Heliyon. 2024 Mar 8;10(6):e27894. doi: 10.1016/j.heliyon.2024.e27894. eCollection 2024 Mar 30.

Abstract

Faults in photovoltaic (PV) modules may occur due to various environmental and physical factors. To prevent faults and minimize investment losses, fault diagnosis is crucial to ensure uninterrupted power production, extended operational lifespan, and a high level of safety in PV modules. Recent advancements in inspection techniques and instrumentation have significantly reduced the cost and time required for inspections. A novel stacking-based ensemble approach was performed in the present study for the accurate classification of PV module visible faults.
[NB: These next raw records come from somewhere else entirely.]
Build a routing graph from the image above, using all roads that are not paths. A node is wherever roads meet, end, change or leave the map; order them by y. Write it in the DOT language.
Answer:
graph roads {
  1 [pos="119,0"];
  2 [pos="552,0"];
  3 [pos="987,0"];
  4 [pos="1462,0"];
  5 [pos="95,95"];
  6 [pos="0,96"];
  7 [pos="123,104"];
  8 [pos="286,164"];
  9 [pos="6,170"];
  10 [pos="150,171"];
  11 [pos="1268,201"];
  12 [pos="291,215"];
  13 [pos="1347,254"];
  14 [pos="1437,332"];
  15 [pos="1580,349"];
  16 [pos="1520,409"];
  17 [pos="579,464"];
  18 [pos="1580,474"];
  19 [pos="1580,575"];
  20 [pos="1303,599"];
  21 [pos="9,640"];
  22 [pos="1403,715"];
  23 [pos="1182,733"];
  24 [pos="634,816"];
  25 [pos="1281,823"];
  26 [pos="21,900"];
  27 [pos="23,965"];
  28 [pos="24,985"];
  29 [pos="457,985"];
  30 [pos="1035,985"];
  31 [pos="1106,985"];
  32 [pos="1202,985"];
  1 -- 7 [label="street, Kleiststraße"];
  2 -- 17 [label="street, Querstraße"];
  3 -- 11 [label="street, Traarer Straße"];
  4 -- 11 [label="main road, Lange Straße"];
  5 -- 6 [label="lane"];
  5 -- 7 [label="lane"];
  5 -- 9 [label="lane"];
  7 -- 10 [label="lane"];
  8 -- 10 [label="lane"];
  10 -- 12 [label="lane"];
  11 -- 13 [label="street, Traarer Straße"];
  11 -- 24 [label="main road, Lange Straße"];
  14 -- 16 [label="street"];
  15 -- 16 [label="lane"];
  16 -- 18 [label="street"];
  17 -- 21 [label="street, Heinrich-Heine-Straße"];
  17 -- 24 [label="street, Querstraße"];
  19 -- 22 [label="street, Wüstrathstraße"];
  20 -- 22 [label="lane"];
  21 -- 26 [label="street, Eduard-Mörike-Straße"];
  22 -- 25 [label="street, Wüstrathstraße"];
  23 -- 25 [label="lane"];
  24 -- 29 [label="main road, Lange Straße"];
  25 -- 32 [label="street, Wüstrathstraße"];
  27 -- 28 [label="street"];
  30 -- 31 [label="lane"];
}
The present study utilizes AlexNet (a pre-trained network) to extract image features from the aerial images of PV modules with the aid of MATLAB software. Furthermore, J48 algorithm was applied to perform the feature selection task to determine the most relevant features. The features derived as output from the J48 algorithm were passed onto train eight base classifiers namely, Naïve Bayes, logistic regression (LR), J48, random forest (RF), multilayer perceptron (MLP), logistic model tree (LMT), support vector machines (SVM) and k-nearest neighbors (kNN). The best performing five classifiers on the front run with higher classification accuracies were selected to formulate three categories of stacking ensemble groups as follows: (i) three-class ensemble (SVM, kNN, and LMT), (ii) four-class ensemble (SVM, kNN, LMT, and RF), and (iii) five-class ensemble (SVM, kNN, LMT, RF, and MLP). A comparison in the performance of the aforementioned stacked ensembles was evaluated with different meta classifiers. The obtained results infer that the four-class stacking ensemble model (SVM, kNN, LMT, and RF) with RF as the predictor achieved the highest possible classification accuracy of 99.04%.

Keywords: Convolutional neural networks unmanned aerial vehicle; Deep learning; Photovoltaic modules; Stacking ensemble.